### EXERCISE
State how many lines in the following entries contain the word "main". No other output.

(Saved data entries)
===============

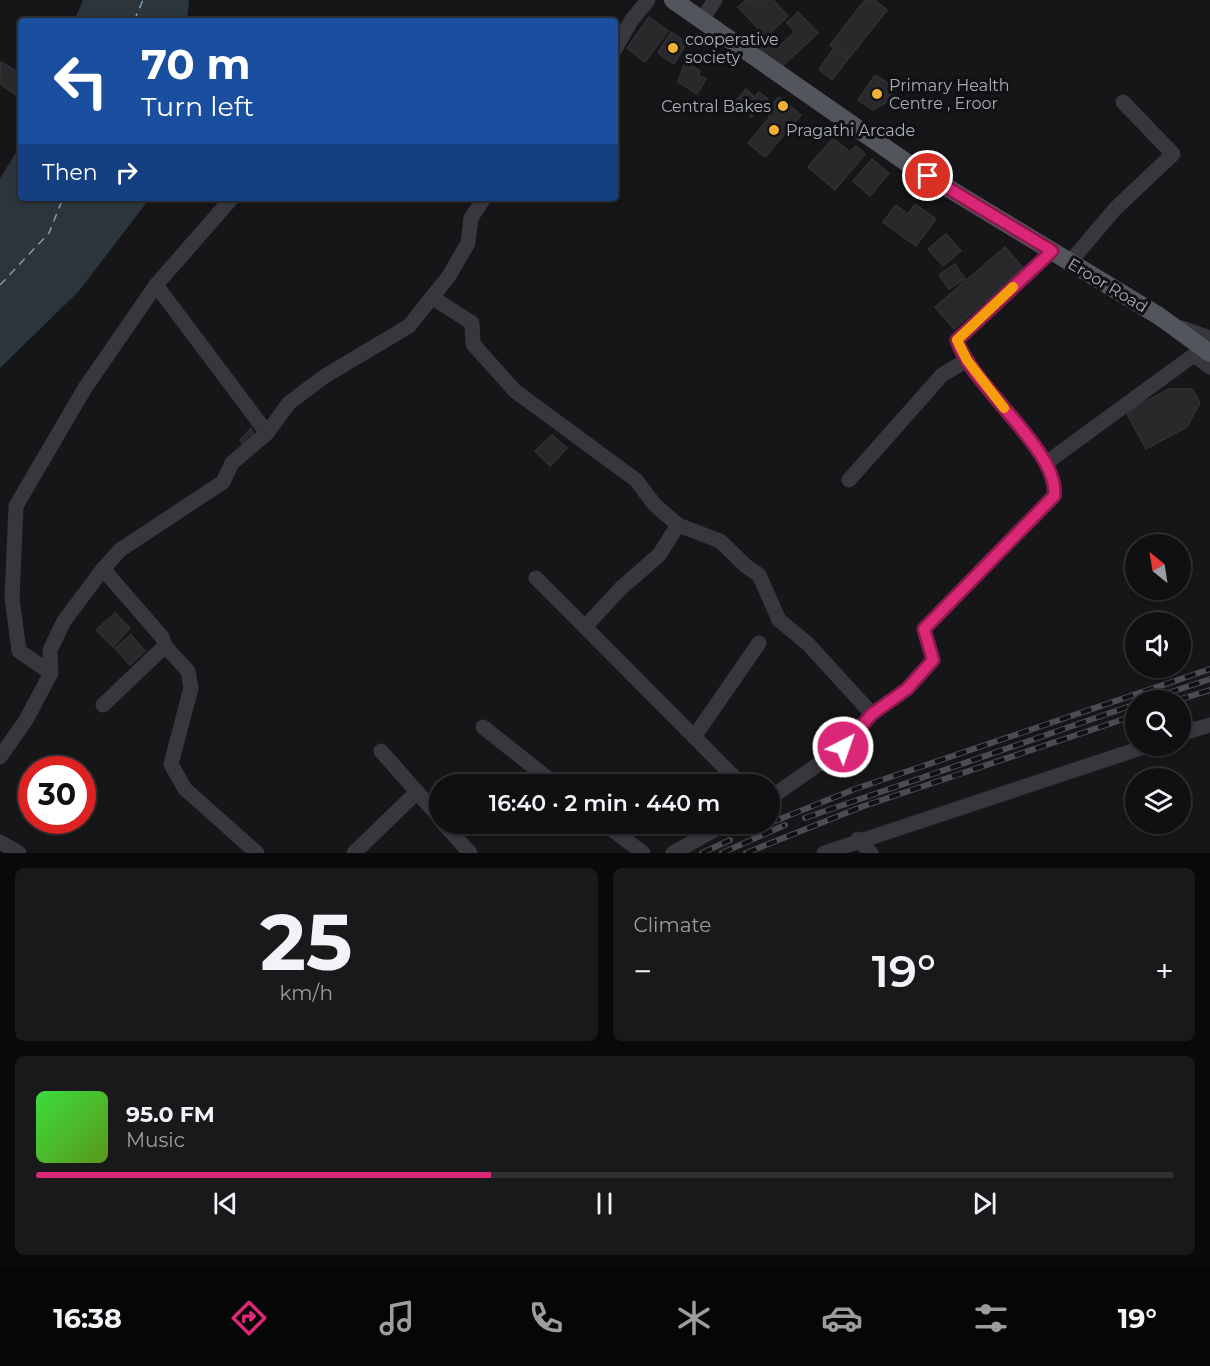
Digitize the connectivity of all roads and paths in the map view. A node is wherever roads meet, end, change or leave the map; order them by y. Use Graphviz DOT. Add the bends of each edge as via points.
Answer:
graph roads {
  1 [pos="648,0"];
  2 [pos="674,0"];
  3 [pos="715,0"];
  4 [pos="702,19"];
  5 [pos="618,44"];
  6 [pos="1123,102"];
  7 [pos="229,201"];
  8 [pos="482,201"];
  9 [pos="1052,251"];
  10 [pos="1070,262"];
  11 [pos="156,285"];
  12 [pos="433,298"];
  13 [pos="1168,323"];
  14 [pos="1210,338"];
  15 [pos="1210,353"];
  16 [pos="967,360"];
  17 [pos="1210,368"];
  18 [pos="267,433"];
  19 [pos="1046,463"];
  20 [pos="849,480"];
  21 [pos="678,525"];
  22 [pos="103,569"];
  23 [pos="536,578"];
  24 [pos="585,627"];
  25 [pos="759,643"];
  26 [pos="165,646"];
  27 [pos="51,673"];
  28 [pos="103,705"];
  29 [pos="872,714"];
  30 [pos="1210,725"];
  31 [pos="483,728"];
  32 [pos="1191,731"];
  33 [pos="694,737"];
  34 [pos="381,751"];
  35 [pos="1125,753"];
  36 [pos="0,757"];
  37 [pos="542,774"];
  38 [pos="731,774"];
  39 [pos="780,791"];
  40 [pos="417,792"];
  41 [pos="429,806"];
  42 [pos="453,834"];
  43 [pos="618,834"];
  44 [pos="707,834"];
  45 [pos="858,840"];
  46 [pos="0,842"];
  47 [pos="19,853"];
  48 [pos="257,853"];
  49 [pos="354,853"];
  50 [pos="470,853"];
  51 [pos="644,853"];
  52 [pos="673,853"];
  53 [pos="824,853"];
  54 [pos="871,853"];
  1 -- 5 [label="street"];
  2 -- 4 [label="main road, Eroor Road"];
  3 -- 4 [label="street"];
  4 -- 9 [label="main road, Eroor Road" via="910,165"];
  6 -- 10 [label="street" via="1173,154 1115,209"];
  7 -- 11 [label="street"];
  8 -- 12 [label="street" via="471,218 468,243"];
  9 -- 10 [label="main road, Eroor Road"];
  9 -- 16 [label="street" via="957,340"];
  10 -- 13 [label="main road, Eroor Road"];
  11 -- 18 [label="street"];
  11 -- 27 [label="street" via="85,388 15,506 12,598 19,651"];
  12 -- 18 [label="street" via="409,326 324,375 289,403"];
  12 -- 21 [label="street" via="472,323 473,344 515,391 636,480 654,504"];
  13 -- 14 [label="street"];
  13 -- 15 [label="main road, Eroor Road"];
  16 -- 19 [label="street"];
  16 -- 20 [label="street" via="942,375"];
  17 -- 19 [label="street" via="1194,355"];
  18 -- 22 [label="street" via="232,463 223,482 120,550"];
  19 -- 29 [label="street" via="1055,487 1054,496 924,629 933,660 907,689"];
  21 -- 24 [label="street" via="659,555"];
  21 -- 29 [label="street" via="720,541 759,575 779,620 808,644"];
  22 -- 26 [label="street" via="162,637"];
  22 -- 27 [label="street" via="64,621 50,650"];
  23 -- 24 [label="street"];
  24 -- 33 [label="street"];
  25 -- 33 [label="street"];
  26 -- 28 [label="street"];
  26 -- 48 [label="street" via="188,671 191,688 171,764 185,789"];
  27 -- 36 [label="street" via="26,720"];
  29 -- 39 [label="street" via="843,747"];
  30 -- 32 [label="street"];
  31 -- 37 [label="street"];
  33 -- 38 [label="street"];
  34 -- 40 [label="street"];
  35 -- 45 [label="street"];
  40 -- 41 [label="street"];
  40 -- 49 [label="street"];
  42 -- 50 [label="street"];
  43 -- 51 [label="street"];
  44 -- 52 [label="street"];
  45 -- 53 [label="street"];
  45 -- 54 [label="street"];
  46 -- 47 [label="street"];
}
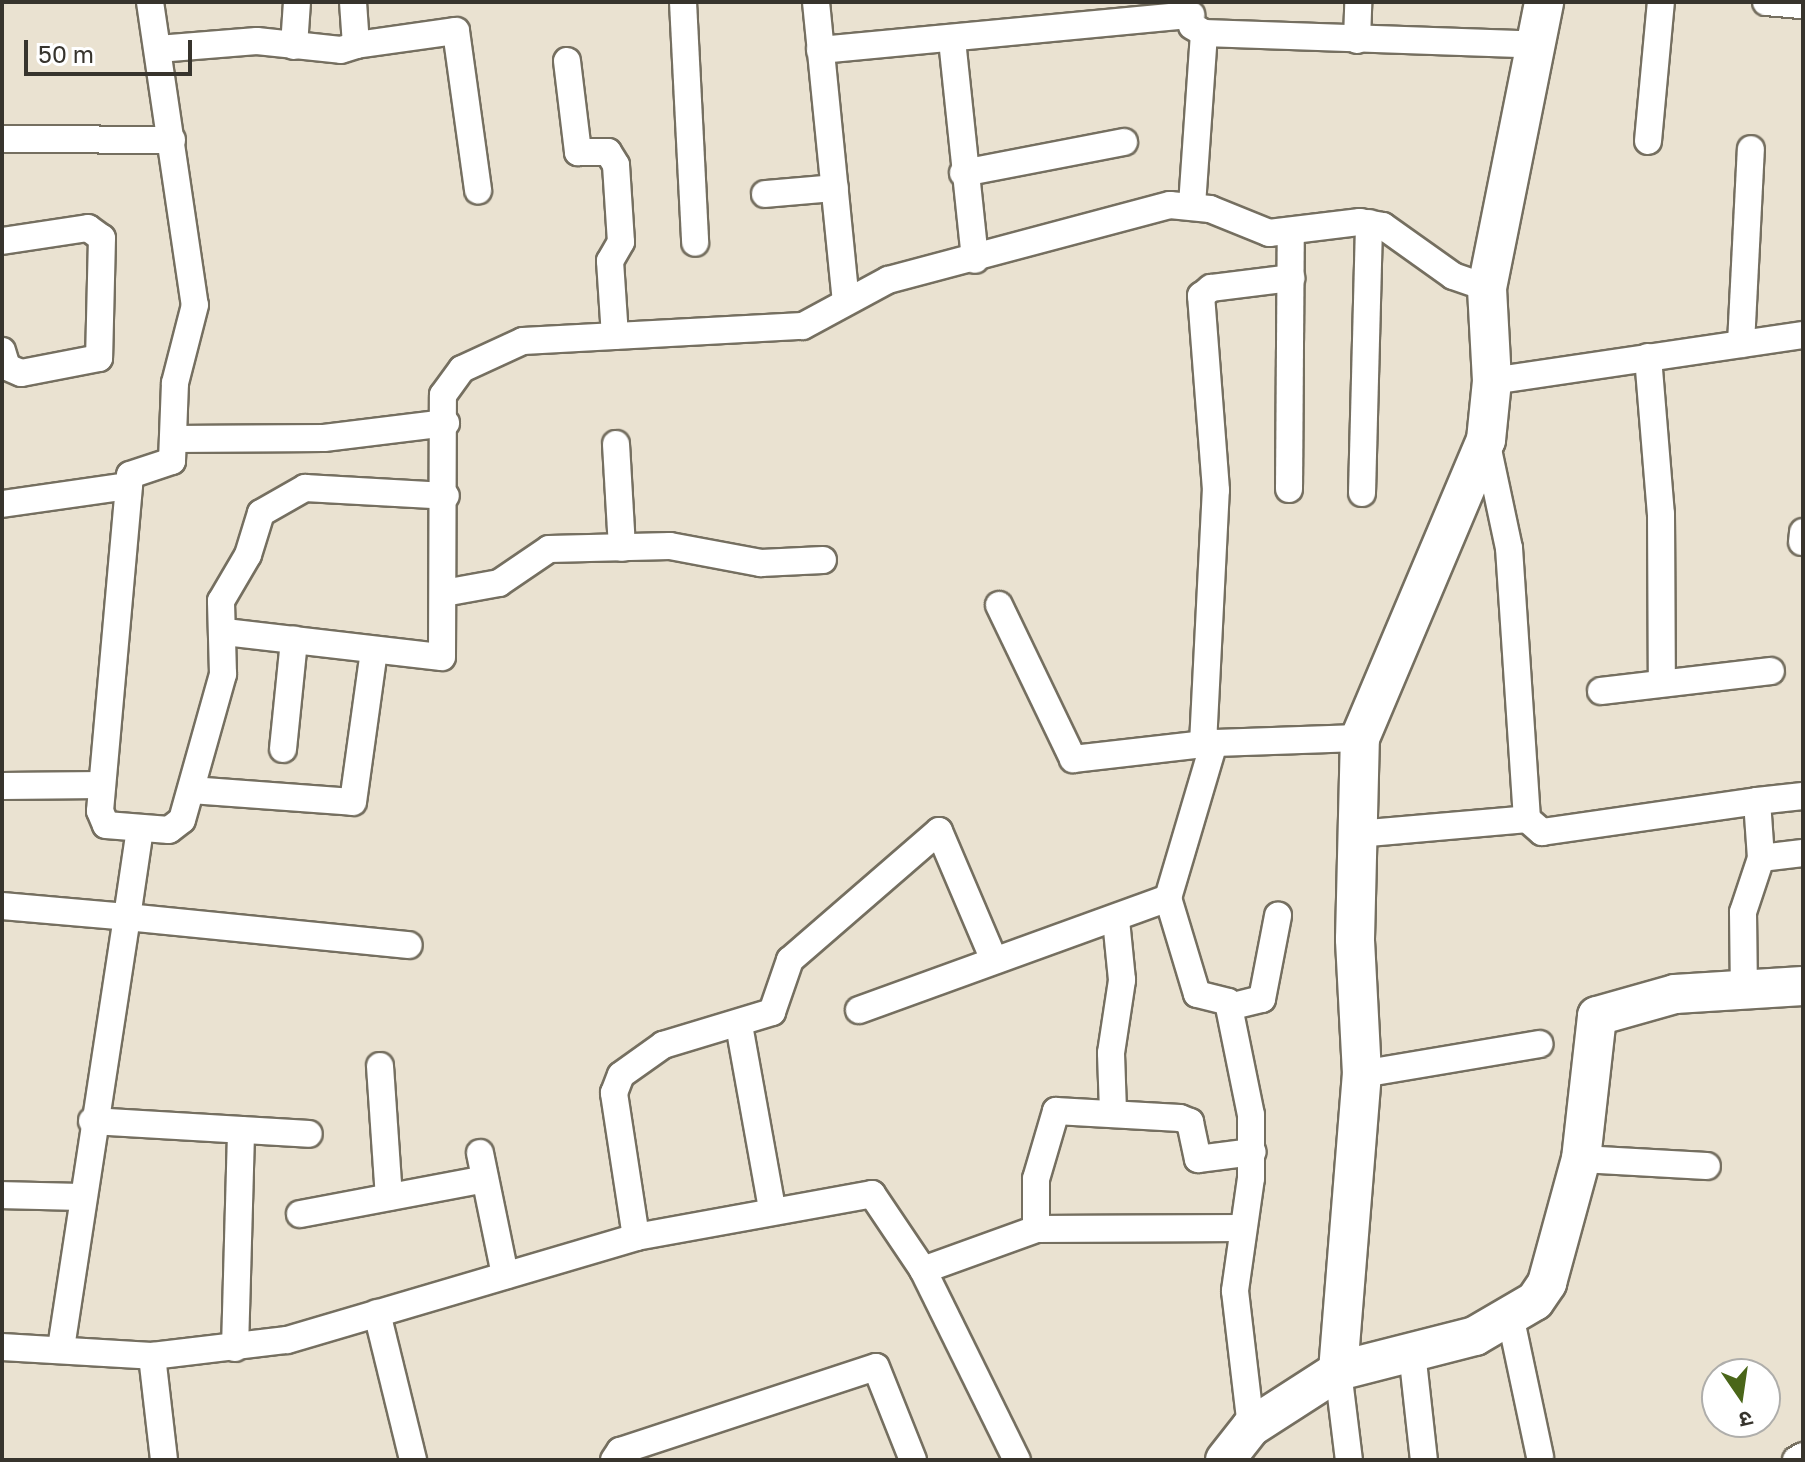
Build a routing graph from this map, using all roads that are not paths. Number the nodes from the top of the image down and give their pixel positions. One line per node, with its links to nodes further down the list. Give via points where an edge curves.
1 (150, 2): 17 (street)
2 (297, 2): 16 (street)
3 (353, 2): 14 (street)
4 (683, 2): 33 (street)
5 (816, 2): 18 (street)
6 (1358, 2): 13 (street)
7 (1544, 2): 15 (street)
8 (1661, 2): 22 (street)
9 (1766, 2): 10 (street)
10 (1803, 5)
11 (1195, 17): 12 (street); 13 (street); 29 (street)
12 (952, 40): 18 (street); 25 (street)
13 (1357, 40): 15 (street)
14 (356, 45): 16 (street); 27 (street, via 456,31)
15 (1540, 45): 36 (street)
16 (294, 46): 17 (street, via 257,41)
17 (158, 49): 21 (street)
18 (820, 50): 26 (street)
19 (567, 61): 39 (street, via 578,152 608,152 616,165 621,242 610,261)
20 (2, 139): 21 (street)
21 (172, 140): 45 (street, via 195,305 175,383)
22 (1648, 141)
23 (1124, 142): 25 (street)
24 (1751, 149): 40 (street)
25 (963, 173): 34 (street)
26 (835, 188): 28 (street); 37 (street)
27 (478, 190)
28 (765, 194)
29 (1192, 205): 31 (street, via 1253,231); 34 (street, via 1143,208)
30 (1369, 223): 31 (street); 36 (street); 50 (street)
31 (1291, 233): 35 (street)
32 (2, 241): 41 (street, via 88,228 102,238 99,358 21,373 7,367)
33 (695, 243)
34 (975, 260): 37 (street, via 888,280)
35 (1291, 278): 49 (street); 66 (street, via 1211,288 1201,296 1216,490)
36 (1487, 288): 43 (street)
37 (846, 300): 39 (street, via 803,326)
38 (1803, 335): 40 (street)
39 (615, 336): 44 (street, via 551,336 494,352 453,376 443,395)
40 (1741, 344): 42 (street)
41 (2, 351)
42 (1648, 357): 43 (street); 63 (street, via 1661,500)
43 (1492, 381): 46 (street)
44 (446, 423): 45 (street, via 324,438); 51 (street)
45 (173, 439): 48 (street, via 167,466 133,471)
46 (1486, 440): 65 (street); 73 (street, via 1509,548)
47 (616, 444): 55 (street)
48 (129, 486): 52 (street); 68 (street)
49 (1289, 489)
50 (1362, 493)
51 (446, 496): 57 (street); 59 (street, via 305,488 272,503 221,601)
52 (2, 504)
53 (1803, 532): 54 (street)
54 (1802, 542)
55 (622, 548): 56 (street, via 700,549 761,563); 57 (street, via 549,549 499,583)
56 (823, 560)
57 (444, 593): 61 (street, via 438,660)
58 (999, 605): 66 (street, via 1073,759)
59 (225, 632): 60 (street); 70 (street, via 223,674)
60 (294, 640): 61 (street); 67 (street)
61 (374, 651): 70 (street, via 353,802)
62 (1771, 671): 63 (street)
63 (1662, 683): 64 (street)
64 (1601, 691)
65 (1360, 738): 66 (street); 75 (street)
66 (1208, 744): 78 (street)
67 (283, 749)
68 (102, 785): 69 (street); 74 (street, via 106,825)
69 (2, 786)
70 (191, 790): 74 (street, via 177,827)
71 (1803, 796): 72 (street)
72 (1757, 801): 73 (street, via 1542,832); 77 (street)
73 (1527, 819): 75 (street)
74 (140, 829): 81 (street)
75 (1357, 834): 92 (street)
76 (1803, 853): 77 (street)
77 (1761, 858): 86 (street, via 1743,912)
78 (1168, 898): 82 (street); 87 (street, via 1197,994 1226,999)
79 (2, 906): 81 (street)
80 (1278, 916): 87 (street, via 1262,999)
81 (127, 917): 83 (street); 94 (street)
82 (1116, 920): 84 (street); 93 (street, via 1122,980 1111,1053)
83 (409, 945)
84 (994, 960): 88 (street); 89 (street, via 939,831 790,960 772,1012)
85 (1803, 986): 86 (street)
86 (1744, 992): 98 (street, via 1675,994 1597,1016)
87 (1229, 1007): 97 (street)
88 (859, 1010)
89 (739, 1025): 103 (street); 107 (street, via 663,1045 615,1083)
90 (1539, 1044): 92 (street)
91 (380, 1066): 102 (street)
92 (1362, 1074): 117 (street)
93 (1113, 1111): 97 (street, via 1186,1120 1198,1159); 106 (street, via 1051,1115 1036,1179)
94 (92, 1121): 95 (street); 101 (street)
95 (241, 1130): 96 (street); 114 (street)
96 (309, 1134)
97 (1253, 1152): 105 (street)
98 (1581, 1159): 99 (street); 111 (street, via 1547,1283)
99 (1707, 1166)
100 (2, 1195): 101 (street)
101 (79, 1197): 113 (street)
102 (389, 1197): 104 (street); 109 (street, via 483,1166)
103 (772, 1208): 107 (street); 108 (street, via 872,1194)
104 (300, 1214)
105 (1243, 1228): 106 (street); 118 (street, via 1236,1327)
106 (1036, 1229): 108 (street)
107 (636, 1237): 109 (street)
108 (923, 1270): 125 (street)
109 (505, 1275): 110 (street)
110 (377, 1313): 114 (street); 122 (street)
111 (1511, 1320): 115 (street); 120 (street)
112 (2, 1347): 113 (street)
113 (61, 1348): 116 (street)
114 (235, 1348): 116 (street)
115 (1412, 1352): 117 (street); 128 (street)
116 (152, 1356): 121 (street)
117 (1338, 1371): 118 (street); 127 (street)
118 (1251, 1427): 126 (street)
119 (1803, 1456): 129 (street)
120 (1540, 1457)
121 (164, 1460)
122 (413, 1460)
123 (614, 1460): 124 (street, via 620,1451 876,1367)
124 (913, 1460)
125 (1017, 1460)
126 (1225, 1460)
127 (1349, 1460)
128 (1424, 1460)
129 (1796, 1460)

===============

### COMPLETED EXERCISE
5